Tutorial 4:Mouse_Olfactory(Stero-seq & Slide-seqV2)

Environment Configuration & Package Loading

import os
import torch
import scanpy as sc
from GenOT import genot


device = torch.device('cuda:0' if torch.cuda.is_available() else 'cpu')
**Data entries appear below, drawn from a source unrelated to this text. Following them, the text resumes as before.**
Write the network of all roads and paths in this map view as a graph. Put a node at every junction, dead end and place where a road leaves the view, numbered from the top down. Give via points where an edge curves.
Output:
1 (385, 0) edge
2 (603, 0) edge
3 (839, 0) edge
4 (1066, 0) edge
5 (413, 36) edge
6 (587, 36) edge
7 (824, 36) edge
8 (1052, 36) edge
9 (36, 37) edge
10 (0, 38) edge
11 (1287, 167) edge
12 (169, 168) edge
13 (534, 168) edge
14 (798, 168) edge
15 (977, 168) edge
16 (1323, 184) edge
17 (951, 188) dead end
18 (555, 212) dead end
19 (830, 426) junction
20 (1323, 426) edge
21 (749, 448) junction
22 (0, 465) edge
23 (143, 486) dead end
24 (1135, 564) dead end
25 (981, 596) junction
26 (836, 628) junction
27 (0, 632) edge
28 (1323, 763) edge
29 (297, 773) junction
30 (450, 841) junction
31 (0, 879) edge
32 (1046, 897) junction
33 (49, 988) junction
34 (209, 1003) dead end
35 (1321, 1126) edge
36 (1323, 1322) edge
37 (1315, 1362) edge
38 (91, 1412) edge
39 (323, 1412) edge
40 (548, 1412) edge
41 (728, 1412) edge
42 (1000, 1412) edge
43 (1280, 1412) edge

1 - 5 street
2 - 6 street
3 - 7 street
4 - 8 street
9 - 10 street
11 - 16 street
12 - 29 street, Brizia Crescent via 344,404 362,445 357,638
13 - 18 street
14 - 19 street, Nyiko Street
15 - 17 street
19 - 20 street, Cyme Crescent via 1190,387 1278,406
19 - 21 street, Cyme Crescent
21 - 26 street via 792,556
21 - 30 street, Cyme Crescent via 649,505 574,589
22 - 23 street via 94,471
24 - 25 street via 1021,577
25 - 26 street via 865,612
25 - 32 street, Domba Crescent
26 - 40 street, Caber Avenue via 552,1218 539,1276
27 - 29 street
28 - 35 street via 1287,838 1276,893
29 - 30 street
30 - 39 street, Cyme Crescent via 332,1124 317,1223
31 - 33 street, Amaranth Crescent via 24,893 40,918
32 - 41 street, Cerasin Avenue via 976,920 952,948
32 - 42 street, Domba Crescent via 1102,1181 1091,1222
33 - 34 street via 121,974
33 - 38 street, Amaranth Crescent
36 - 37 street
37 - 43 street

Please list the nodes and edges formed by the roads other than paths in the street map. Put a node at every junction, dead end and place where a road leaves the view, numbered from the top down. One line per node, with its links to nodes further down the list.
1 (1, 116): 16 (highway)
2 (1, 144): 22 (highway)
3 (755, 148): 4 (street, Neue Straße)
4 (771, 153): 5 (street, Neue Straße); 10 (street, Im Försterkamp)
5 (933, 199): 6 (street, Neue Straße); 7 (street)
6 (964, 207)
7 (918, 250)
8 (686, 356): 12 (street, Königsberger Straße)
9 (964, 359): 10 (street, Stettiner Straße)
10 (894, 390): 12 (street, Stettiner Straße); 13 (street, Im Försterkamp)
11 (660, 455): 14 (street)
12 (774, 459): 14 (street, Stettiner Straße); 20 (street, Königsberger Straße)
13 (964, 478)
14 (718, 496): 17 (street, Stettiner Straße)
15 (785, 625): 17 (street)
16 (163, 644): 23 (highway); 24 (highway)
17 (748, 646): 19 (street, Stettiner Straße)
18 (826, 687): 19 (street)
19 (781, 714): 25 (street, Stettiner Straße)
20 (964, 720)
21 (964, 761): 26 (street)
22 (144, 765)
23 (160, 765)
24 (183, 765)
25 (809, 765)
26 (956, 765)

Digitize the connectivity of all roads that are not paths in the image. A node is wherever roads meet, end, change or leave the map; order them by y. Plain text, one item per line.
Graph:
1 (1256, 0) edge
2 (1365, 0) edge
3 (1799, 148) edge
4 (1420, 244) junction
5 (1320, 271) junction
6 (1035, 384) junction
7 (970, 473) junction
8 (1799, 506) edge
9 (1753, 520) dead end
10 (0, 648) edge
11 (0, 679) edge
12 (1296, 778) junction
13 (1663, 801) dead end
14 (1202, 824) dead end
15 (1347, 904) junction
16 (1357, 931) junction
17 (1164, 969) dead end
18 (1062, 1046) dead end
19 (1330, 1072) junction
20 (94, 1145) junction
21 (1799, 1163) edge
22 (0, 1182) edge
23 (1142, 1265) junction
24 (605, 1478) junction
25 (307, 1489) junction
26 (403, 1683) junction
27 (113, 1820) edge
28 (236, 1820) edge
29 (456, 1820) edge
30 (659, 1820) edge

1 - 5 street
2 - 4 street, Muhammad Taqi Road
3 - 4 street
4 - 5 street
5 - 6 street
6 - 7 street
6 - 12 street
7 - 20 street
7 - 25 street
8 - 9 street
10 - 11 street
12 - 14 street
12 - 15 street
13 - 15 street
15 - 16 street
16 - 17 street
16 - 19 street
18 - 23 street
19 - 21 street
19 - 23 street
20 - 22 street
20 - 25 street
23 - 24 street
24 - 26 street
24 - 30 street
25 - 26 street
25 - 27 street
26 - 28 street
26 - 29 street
# the location of R, which is necessary for mclust algorithm. Please replace the path below with local R installation path
os.environ['R_HOME'] = 'C:/Program Files/R/R-4.4.1'
os.environ['PATH'] = 'C:/Program Files/R/R-4.4.1/bin/x64;' + os.environ['PATH']

Data Loading

# read data
adata1 = sc.read_h5ad(r"..\Data\Stereo-seq_MoB.h5ad")
adata1 = sc.pp.subsample(adata1, n_obs=10000, random_state=0, copy=True)
adata2 = sc.read_h5ad(r"..\Data\Slide-seqV2.h5ad")
adata2 = sc.pp.subsample(adata2, n_obs=10000, random_state=0, copy=True)

adata1

AnnData object with n_obs × n_vars = 10000 × 27106
    obsm: 'spatial'

Run GenOT

# define model
encoder1 = genot.Encoder(adata1, epochs=1000,device=device, )
encoder2 = genot.Encoder(adata2, epochs=1000,device=device, )
# run model
adata1 = encoder1.train_encoder()
adata2 = encoder2.train_encoder()

Begin to train ...

100%|██████████| 1000/1000 [00:17<00:00, 58.28it/s]

 finished!
Begin to train ...

100%|██████████| 1000/1000 [00:17<00:00, 58.77it/s]

 finished!

Spatial Domain Identification (mclust)

# clustering
from GenOT.utils import clustering

tool = 'mclust'
n_clusters1 = 16
n_clusters2 = 15
# clustering
clustering(adata1, n_clusters1, method=tool)
clustering(adata2, n_clusters2, method=tool)

R[write to console]:                    __           __
   ____ ___  _____/ /_  _______/ /_
  / __ `__ \/ ___/ / / / / ___/ __/
 / / / / / / /__/ / /_/ (__  ) /_
/_/ /_/ /_/\___/_/\__,_/____/\__/   version 6.1.1
Type 'citation("mclust")' for citing this R package in publications.

fitting ...
  |======================================================================| 100%
fitting ...
  |======================================================================| 100%

Visualization

import matplotlib.pyplot as plt
import seaborn as sns


rgb_values = sns.color_palette("cubehelix", len(adata1.obs['domain'].unique()))
color_fine = dict(zip(list(adata1.obs['domain'].unique()), rgb_values))

plt.rcParams["figure.figsize"] = (12, 6)

sc.pl.spatial(
    adata1, img_key=None, color='domain', title="Mouse_Olfactory(Stero-seq)",
    show=False, frameon=False, spot_size=70, palette=color_fine
)

[<AxesSubplot: title={'center': 'Mouse_Olfactory(Stero-seq)'}, xlabel='spatial1', ylabel='spatial2'>]

rgb_values = sns.color_palette("cubehelix", len(adata2.obs['domain'].unique()))
color_fine = dict(zip(list(adata2.obs['domain'].unique()), rgb_values))

plt.rcParams["figure.figsize"] = (12, 6)
sc.pl.spatial(
    adata2, img_key=None, color='domain', title="Mouse_Olfactory(Slide-seqV2)",
    show=False, frameon=False, spot_size=70, palette=color_fine
)

[<AxesSubplot: title={'center': 'Mouse_Olfactory(Slide-seqV2)'}, xlabel='spatial1', ylabel='spatial2'>]